Re the contention of Unqualified Offerings that a professional covert outfit will not give away its intentions by choosing a meaningful code name, I suspect cases like Barbarossa and Sea Lion were what inspired that postwar rule in the first place.
As to the competence of al Qaeda's available humanoid resources, UO is pretty much with Kevin. This site had a long and fruitful conversation about things terroristic with Toiler last night, and some thoughts are still bubbling around. However, for the time being Unqualified Offerings believes that Johnelle Bryant's account of her meetings with Mohammad Atta is bushwa. Unqualified Offerings is not saying that this is a calculated official deceit like, well, John Ashcroft's claim to have prevented a dirty-bomb attack. But it wonders if Bryant isn't like those people who call the police to confess to high-profile murder cases because they want to be helpful and they feel bad about the whole thing.

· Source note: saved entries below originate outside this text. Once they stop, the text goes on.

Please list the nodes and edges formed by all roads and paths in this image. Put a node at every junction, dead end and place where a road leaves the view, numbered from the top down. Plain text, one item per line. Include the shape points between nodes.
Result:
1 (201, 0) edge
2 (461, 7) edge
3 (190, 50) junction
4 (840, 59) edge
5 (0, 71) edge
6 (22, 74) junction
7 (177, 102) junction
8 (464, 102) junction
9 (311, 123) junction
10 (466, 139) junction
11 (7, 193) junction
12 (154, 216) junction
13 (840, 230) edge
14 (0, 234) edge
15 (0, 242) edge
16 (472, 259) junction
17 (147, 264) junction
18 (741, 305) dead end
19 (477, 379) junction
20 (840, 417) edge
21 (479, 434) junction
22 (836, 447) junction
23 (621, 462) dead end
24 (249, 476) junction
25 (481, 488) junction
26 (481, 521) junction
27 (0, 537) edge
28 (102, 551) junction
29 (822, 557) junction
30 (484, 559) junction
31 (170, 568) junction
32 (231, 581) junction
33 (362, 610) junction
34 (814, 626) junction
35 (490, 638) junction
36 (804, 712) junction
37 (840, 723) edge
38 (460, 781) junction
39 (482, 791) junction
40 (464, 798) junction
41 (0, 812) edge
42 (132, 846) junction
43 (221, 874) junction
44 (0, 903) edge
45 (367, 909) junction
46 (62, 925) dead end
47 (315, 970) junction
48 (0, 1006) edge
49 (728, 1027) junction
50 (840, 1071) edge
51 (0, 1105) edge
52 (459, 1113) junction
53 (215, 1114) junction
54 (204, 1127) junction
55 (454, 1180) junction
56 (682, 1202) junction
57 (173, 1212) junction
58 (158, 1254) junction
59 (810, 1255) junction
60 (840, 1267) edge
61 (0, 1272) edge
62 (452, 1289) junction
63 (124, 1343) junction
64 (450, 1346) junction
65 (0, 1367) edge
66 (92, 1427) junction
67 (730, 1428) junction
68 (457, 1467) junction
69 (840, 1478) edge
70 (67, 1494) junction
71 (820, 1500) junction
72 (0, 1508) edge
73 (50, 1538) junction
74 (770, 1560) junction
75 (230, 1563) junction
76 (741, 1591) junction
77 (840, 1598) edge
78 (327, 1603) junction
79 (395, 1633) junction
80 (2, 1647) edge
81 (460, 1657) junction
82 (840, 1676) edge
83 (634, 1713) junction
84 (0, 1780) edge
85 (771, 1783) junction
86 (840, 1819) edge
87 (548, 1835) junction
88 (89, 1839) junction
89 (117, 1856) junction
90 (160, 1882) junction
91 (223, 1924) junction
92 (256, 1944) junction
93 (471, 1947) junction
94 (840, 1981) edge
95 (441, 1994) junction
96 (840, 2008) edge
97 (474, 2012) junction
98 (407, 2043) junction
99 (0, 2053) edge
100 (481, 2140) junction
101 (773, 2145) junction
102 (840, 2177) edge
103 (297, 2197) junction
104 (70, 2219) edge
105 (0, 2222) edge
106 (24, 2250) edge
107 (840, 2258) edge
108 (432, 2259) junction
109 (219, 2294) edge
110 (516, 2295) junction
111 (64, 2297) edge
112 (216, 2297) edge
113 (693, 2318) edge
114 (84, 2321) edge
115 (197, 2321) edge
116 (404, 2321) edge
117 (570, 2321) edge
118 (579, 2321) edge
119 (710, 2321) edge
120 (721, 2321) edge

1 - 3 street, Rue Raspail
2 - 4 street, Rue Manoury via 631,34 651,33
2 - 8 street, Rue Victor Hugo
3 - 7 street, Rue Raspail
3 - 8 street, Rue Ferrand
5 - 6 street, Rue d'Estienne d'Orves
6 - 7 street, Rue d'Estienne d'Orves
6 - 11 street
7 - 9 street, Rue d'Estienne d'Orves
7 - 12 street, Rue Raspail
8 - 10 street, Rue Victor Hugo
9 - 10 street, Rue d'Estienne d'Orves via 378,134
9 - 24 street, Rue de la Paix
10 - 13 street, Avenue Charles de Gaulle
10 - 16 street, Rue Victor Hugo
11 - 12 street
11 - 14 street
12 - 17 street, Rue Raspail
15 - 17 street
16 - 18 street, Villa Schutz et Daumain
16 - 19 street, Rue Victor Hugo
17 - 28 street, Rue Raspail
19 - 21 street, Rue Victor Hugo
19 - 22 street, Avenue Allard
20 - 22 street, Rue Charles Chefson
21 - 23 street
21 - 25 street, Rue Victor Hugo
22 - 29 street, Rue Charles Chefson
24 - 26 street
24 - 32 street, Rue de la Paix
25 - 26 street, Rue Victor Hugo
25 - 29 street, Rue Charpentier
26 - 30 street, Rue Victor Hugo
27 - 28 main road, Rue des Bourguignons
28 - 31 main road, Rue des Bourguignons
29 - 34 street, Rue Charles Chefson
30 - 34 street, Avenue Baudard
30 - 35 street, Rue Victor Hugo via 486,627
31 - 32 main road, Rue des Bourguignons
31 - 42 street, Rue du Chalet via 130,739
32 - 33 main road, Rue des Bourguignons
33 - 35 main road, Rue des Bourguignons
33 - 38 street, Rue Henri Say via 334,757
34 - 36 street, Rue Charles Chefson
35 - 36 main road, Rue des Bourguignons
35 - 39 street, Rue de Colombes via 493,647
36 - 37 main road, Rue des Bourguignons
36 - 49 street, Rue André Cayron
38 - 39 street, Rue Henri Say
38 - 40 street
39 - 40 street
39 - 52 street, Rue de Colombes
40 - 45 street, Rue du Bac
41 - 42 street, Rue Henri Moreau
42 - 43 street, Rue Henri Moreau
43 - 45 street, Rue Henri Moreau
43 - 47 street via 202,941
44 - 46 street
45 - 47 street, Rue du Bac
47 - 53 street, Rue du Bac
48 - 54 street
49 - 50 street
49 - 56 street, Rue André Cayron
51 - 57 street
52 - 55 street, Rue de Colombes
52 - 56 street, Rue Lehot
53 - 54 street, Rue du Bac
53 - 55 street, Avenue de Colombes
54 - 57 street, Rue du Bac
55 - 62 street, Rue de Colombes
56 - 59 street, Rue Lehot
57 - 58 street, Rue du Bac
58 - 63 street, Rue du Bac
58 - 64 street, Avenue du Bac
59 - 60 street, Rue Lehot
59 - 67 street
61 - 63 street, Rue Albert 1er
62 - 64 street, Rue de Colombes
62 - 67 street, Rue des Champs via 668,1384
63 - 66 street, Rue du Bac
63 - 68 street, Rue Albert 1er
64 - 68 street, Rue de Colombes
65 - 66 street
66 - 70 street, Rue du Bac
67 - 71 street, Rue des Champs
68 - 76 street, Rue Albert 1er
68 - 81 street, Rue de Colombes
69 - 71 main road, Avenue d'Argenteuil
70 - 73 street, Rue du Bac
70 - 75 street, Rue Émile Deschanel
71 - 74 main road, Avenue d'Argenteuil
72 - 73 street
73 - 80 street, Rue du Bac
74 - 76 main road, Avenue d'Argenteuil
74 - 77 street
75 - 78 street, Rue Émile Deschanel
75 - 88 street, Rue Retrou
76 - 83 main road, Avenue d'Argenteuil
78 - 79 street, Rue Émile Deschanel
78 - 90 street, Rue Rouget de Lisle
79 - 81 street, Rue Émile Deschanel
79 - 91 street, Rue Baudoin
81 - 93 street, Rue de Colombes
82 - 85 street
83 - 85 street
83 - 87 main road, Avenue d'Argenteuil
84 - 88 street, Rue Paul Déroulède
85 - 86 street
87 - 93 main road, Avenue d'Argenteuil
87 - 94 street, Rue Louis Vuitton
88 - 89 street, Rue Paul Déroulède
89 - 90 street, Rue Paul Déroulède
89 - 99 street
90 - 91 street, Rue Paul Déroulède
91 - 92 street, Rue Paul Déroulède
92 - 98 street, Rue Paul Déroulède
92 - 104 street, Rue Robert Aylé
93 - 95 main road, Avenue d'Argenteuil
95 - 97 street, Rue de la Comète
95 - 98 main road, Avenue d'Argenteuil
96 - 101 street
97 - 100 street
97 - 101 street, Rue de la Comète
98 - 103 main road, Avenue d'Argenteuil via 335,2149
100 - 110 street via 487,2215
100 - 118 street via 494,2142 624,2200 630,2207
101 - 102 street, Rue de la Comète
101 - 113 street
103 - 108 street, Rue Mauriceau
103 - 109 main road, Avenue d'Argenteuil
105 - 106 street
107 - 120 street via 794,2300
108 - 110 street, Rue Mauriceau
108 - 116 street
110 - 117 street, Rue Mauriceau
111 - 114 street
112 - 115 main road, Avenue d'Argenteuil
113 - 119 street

Sure, Atta likely did meet Bryant in her office. But don't bet on her recollection of the details.
Toiler, by the by, says that the "China theory" is not in his estimate the most probable theory of al Qaeda behavior.

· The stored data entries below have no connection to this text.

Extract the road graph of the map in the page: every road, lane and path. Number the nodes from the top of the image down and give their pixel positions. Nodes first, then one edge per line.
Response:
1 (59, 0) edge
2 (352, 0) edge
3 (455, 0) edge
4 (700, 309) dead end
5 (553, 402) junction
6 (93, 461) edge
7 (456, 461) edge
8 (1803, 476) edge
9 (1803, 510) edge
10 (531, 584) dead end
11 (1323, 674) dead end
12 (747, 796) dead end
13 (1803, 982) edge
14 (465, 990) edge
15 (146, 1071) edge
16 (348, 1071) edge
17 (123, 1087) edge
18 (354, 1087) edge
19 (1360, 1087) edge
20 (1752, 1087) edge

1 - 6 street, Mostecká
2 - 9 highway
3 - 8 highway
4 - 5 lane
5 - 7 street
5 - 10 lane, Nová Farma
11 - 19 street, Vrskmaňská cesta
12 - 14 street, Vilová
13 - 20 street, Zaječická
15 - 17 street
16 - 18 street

New Frontiers in Desperation among online advertisers. Today, a popup ad scooted away from UO's mouse pointer when it went to close the ad. So this site had to make an extra effort to track it down and kill it. Now that pisses Unqualified Offerings off.
Wilderness of Mirrors - Czech ambassador to the UN Hynek Kmonicek is adamant that Mohammed Atta met Iraqi diplomat/creep Ahmed Khalil Ibrahim Samir al-Ani in April 2001, according to the Prague Post:
Unqualified Offerings has a soft spot for Czech diplomats and admits to being less convinced the meeting didn't take place than it has been. Mind you, the Czech Republic is not just a NATO member, but one of the most pro-American countries in the EU, so they have a natural desire to say "helpful" things. And there's the point-of-pride angle: if you were Czech intelligence and you did get a little overenthusiastic last fall, you'd have a tendency to stubbornly dig your heels in."At the time [of the meeting] I was in Prague," he said. "It's not like they [the Czech government] sent me a cable saying, 'Say this because you are our ambassador.' It's not like that. I was the person who had to [expel] al-Ani."
As to establishing the meeting, the Czechs could produce their actual evidence - surveillance logs, eavesdropping transcripts and the like. And none of that "sources and methods" crap either. "We follow suspicious foreign diplomats around in multiple cars and train directional microphones on them. Oh, and we tap their phones if possible. Surprise!"
Of course, if it turns out the meeting took place, that doesn't in itself demonstrate Iraqi involvement in 9/11. If you were al-Qaeda, you might arrange to have Atta meet someone from Iraqi intelligence so that it would be discovered. bin Laden denied involvement in the September massacres after the fact. The operation clearly sought at least plausible deniability for al-Qaeda. Laying a trail to another plausible suspect would be a good way to do that.
On the other hand.
That kind of thing can cut both ways. Let's say you were Iraq and you were behind the attacks in Washington and New York. You'd want to lay a trail to another plausible suspect yourself. Like al-Qaeda. al-Qaeda is a pretty loose-knit group, so you can appropriate a few of their human resources to your own purposes. Then you have one of your agents all but tell a US official, "I am an evil agent of Osama bin Laden. That's O-S-A-M-A..." when in fact you are an evil agent of Iraq.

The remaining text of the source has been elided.